Saved data entries >>
====

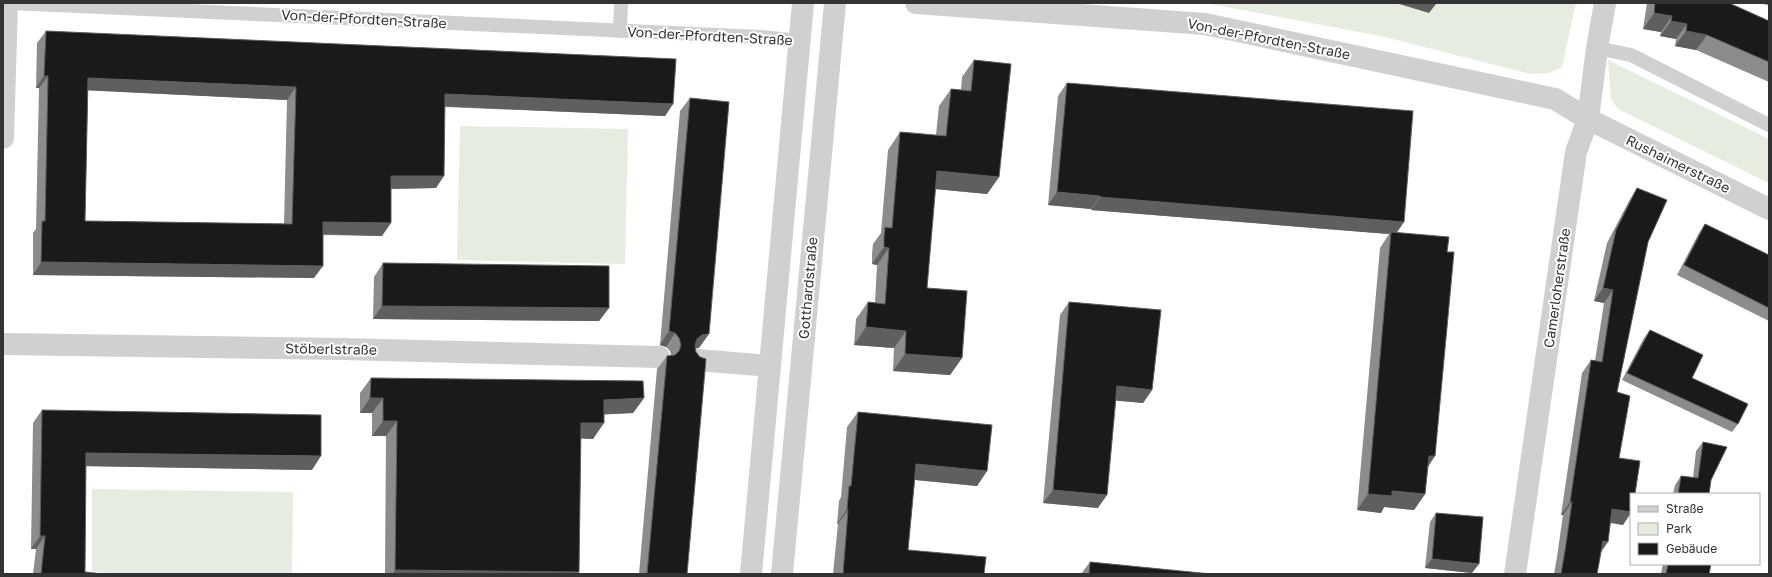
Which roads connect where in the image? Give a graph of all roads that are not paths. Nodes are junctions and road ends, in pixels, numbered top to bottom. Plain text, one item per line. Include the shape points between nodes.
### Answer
1 (6, 3) edge
2 (11, 3) edge
3 (621, 3) edge
4 (803, 3) edge
5 (835, 3) edge
6 (916, 3) edge
7 (1605, 3) edge
8 (620, 31) junction
9 (800, 41) junction
10 (1597, 48) junction
11 (1588, 119) junction
12 (1769, 125) edge
13 (3, 138) edge
14 (1769, 209) edge
15 (3, 344) edge
16 (659, 357) dead end
17 (698, 360) edge
18 (770, 366) junction
19 (751, 574) edge
20 (782, 574) edge
21 (1515, 574) edge

1 - 13 street
2 - 8 lane, Von-der-Pfordten-Straße
3 - 8 lane, Von-der-Pfordten-Straße
4 - 9 street
5 - 20 street, Gotthardstraße
6 - 11 street, Von-der-Pfordten-Straße via 1205,24 1554,99
7 - 10 street, Camerloherstraße
8 - 9 lane, Von-der-Pfordten-Straße
9 - 18 street
10 - 11 street, Camerloherstraße
10 - 12 lane via 1631,55
11 - 14 street, Rushaimerstraße
11 - 21 street, Camerloherstraße via 1576,152
15 - 16 street, Stöberlstraße
17 - 18 street
18 - 19 street

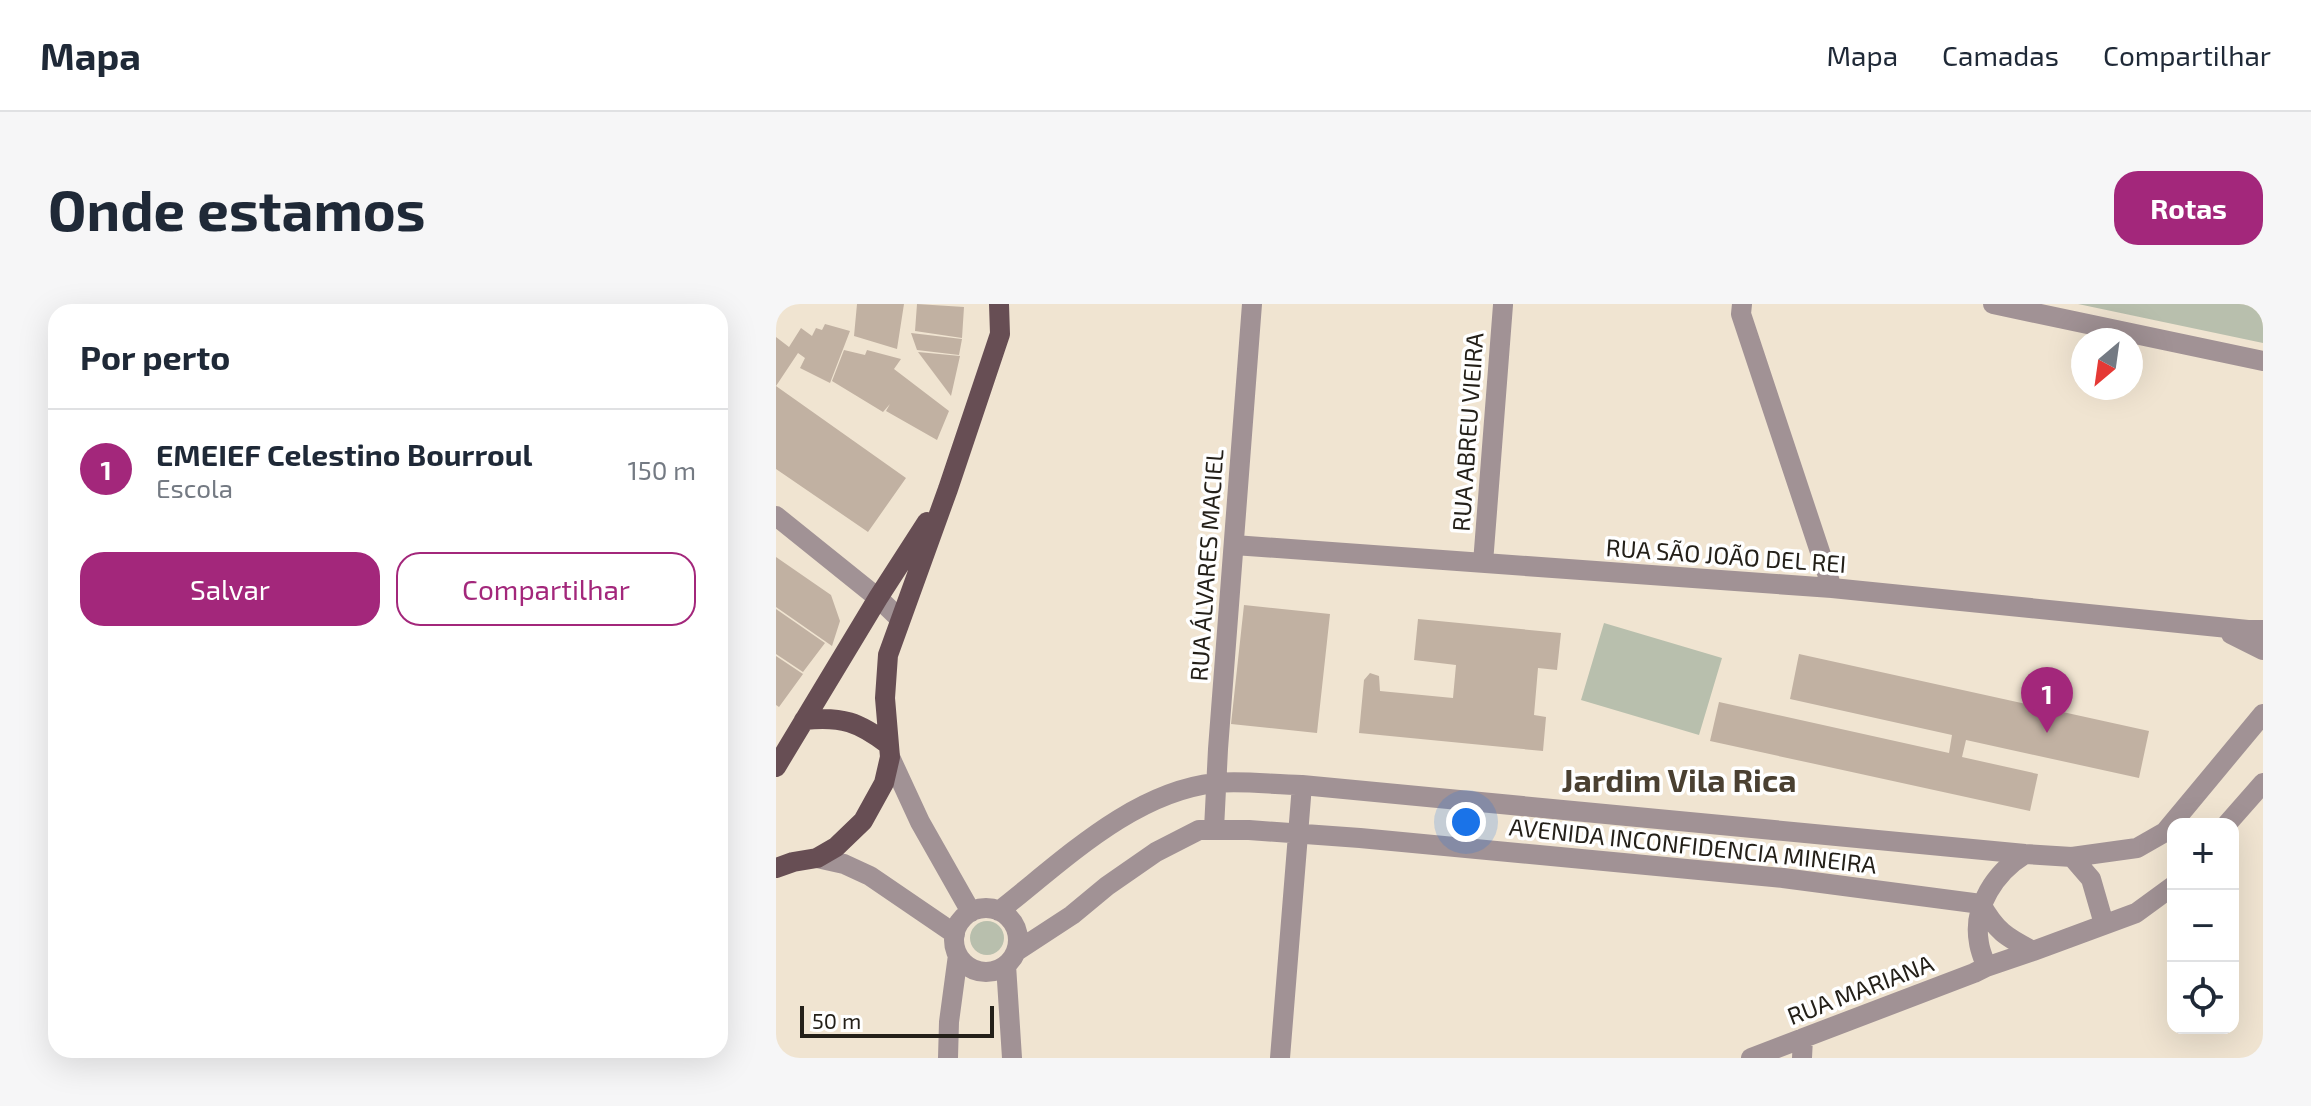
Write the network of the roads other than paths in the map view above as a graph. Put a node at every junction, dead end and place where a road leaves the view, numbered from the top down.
1 (999, 304) edge
2 (1252, 304) edge
3 (1993, 304) edge
4 (1503, 305) edge
5 (1741, 309) edge
6 (2263, 361) edge
7 (948, 489) junction
8 (776, 516) edge
9 (1234, 545) junction
10 (1483, 563) junction
11 (1832, 588) junction
12 (878, 598) junction
13 (900, 619) junction
14 (2213, 626) junction
15 (2263, 630) edge
16 (2263, 650) edge
17 (2263, 714) edge
18 (804, 720) junction
19 (890, 751) junction
20 (776, 767) edge
21 (1217, 783) junction
22 (2263, 783) edge
23 (1302, 785) junction
24 (2232, 818) edge
25 (1214, 829) junction
26 (1298, 834) junction
27 (2025, 854) junction
28 (2072, 857) junction
29 (817, 858) junction
30 (782, 863) edge
31 (2168, 890) edge
32 (1981, 904) junction
33 (999, 911) junction
34 (971, 912) junction
35 (2104, 924) junction
36 (955, 934) junction
37 (2033, 951) junction
38 (958, 955) junction
39 (1012, 958) junction
40 (1986, 967) junction
41 (1802, 1048) edge
42 (948, 1058) edge
43 (1012, 1058) edge
44 (1280, 1058) edge
45 (1751, 1058) edge

1 - 7 main road
2 - 9 street, RUA ÁLVARES MACIEL
3 - 6 street
4 - 10 street, RUA ABREU VIEIRA
5 - 11 street
7 - 12 main road
7 - 13 main road
8 - 12 street
9 - 10 street, RUA SÃO JOÃO DEL REI
9 - 21 street, RUA ÁLVARES MACIEL
10 - 11 street, RUA SÃO JOÃO DEL REI
11 - 14 street, RUA SÃO JOÃO DEL REI
12 - 13 street
12 - 18 main road
13 - 19 main road
14 - 15 street, RUA SÃO JOÃO DEL REI
14 - 16 street, RUA SÃO JOÃO DEL REI
17 - 28 street, AVENIDA INCONFIDENCIA MINEIRA
18 - 19 main road
18 - 20 main road
19 - 29 main road
19 - 34 street
21 - 23 street, AVENIDA INCONFIDENCIA MINEIRA
21 - 25 street, RUA ÁLVARES MACIEL
21 - 33 street, AVENIDA INCONFIDENCIA MINEIRA
22 - 24 street
23 - 26 street
23 - 27 street, AVENIDA INCONFIDENCIA MINEIRA
25 - 26 street, AVENIDA INCONFIDENCIA MINEIRA
25 - 39 street, AVENIDA INCONFIDENCIA MINEIRA
26 - 32 street, AVENIDA INCONFIDENCIA MINEIRA
26 - 44 street
27 - 28 street, AVENIDA INCONFIDENCIA MINEIRA
27 - 32 street
28 - 35 street
29 - 30 main road
29 - 36 street
31 - 35 street
32 - 37 street
32 - 40 street
33 - 34 street
33 - 39 street
34 - 36 street
35 - 37 street
36 - 38 street
37 - 40 street, RUA MARIANA
38 - 39 street
38 - 42 street
39 - 43 street
40 - 41 street, RUA MARIANA
41 - 45 street, RUA MARIANA

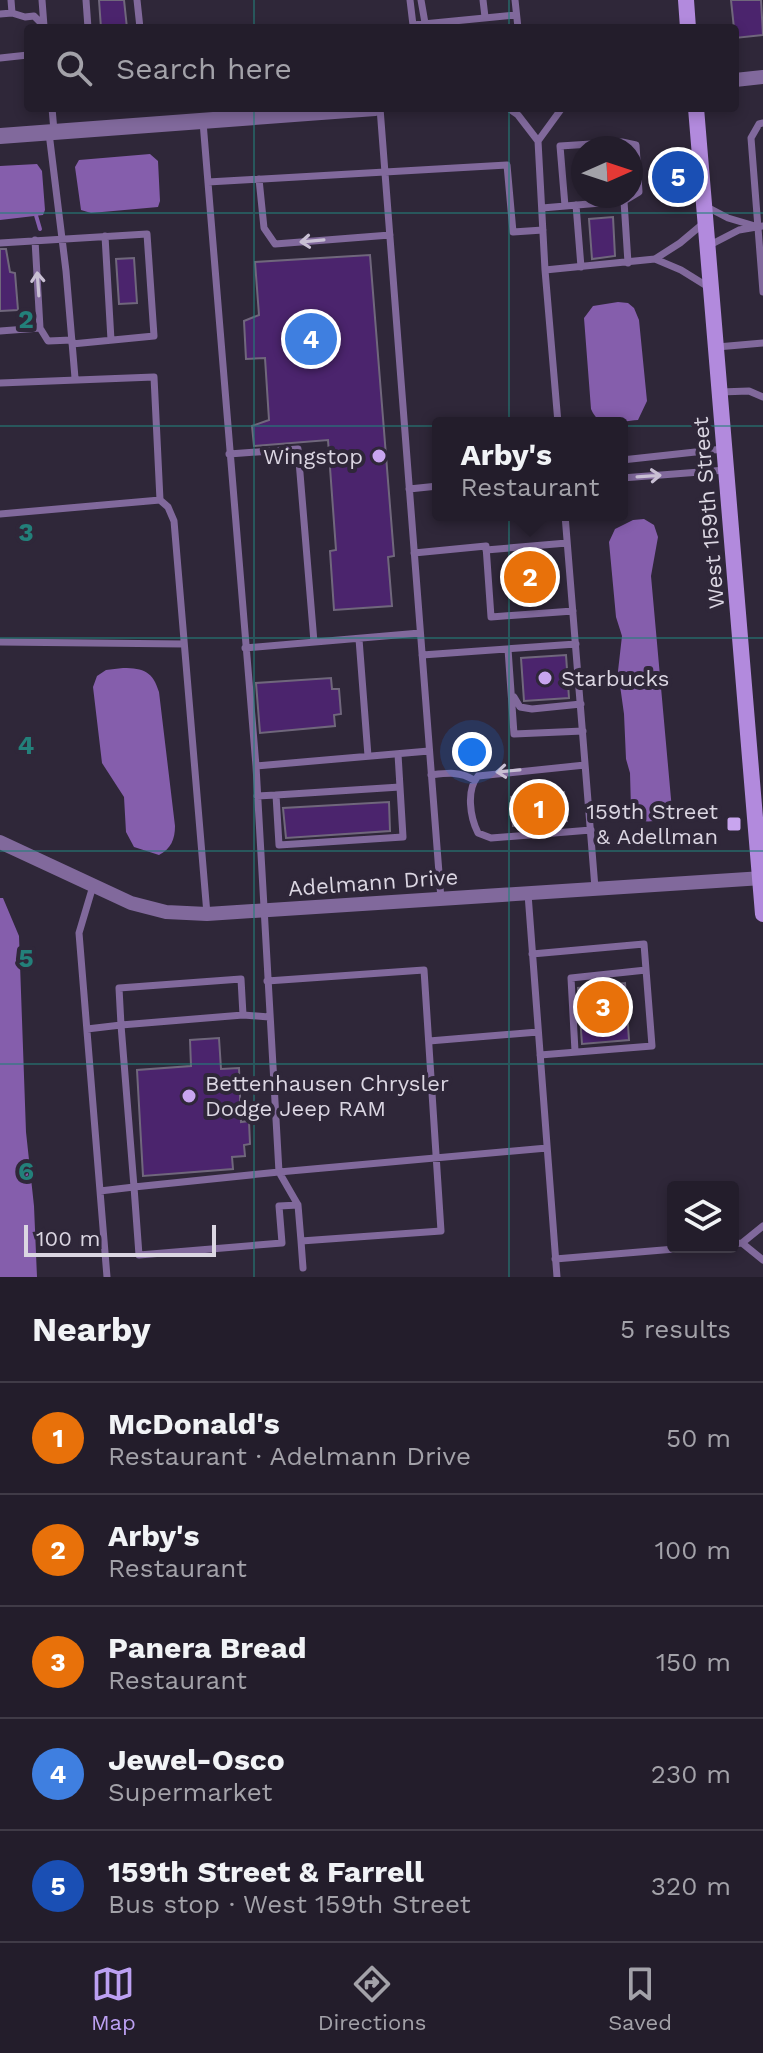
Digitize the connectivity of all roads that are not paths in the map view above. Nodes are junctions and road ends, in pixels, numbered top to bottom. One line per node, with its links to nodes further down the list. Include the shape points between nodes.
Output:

====

Your answer must consist only of the lines from the one with "Digitize the connectivity" through the final line of the entries, each retyped exactly.

Digitize the connectivity of all roads that are not paths in the map view above. Nodes are junctions and road ends, in pixels, numbered top to bottom. One line per node, with its links to nodes further down the list. Include the shape points between nodes.
Output:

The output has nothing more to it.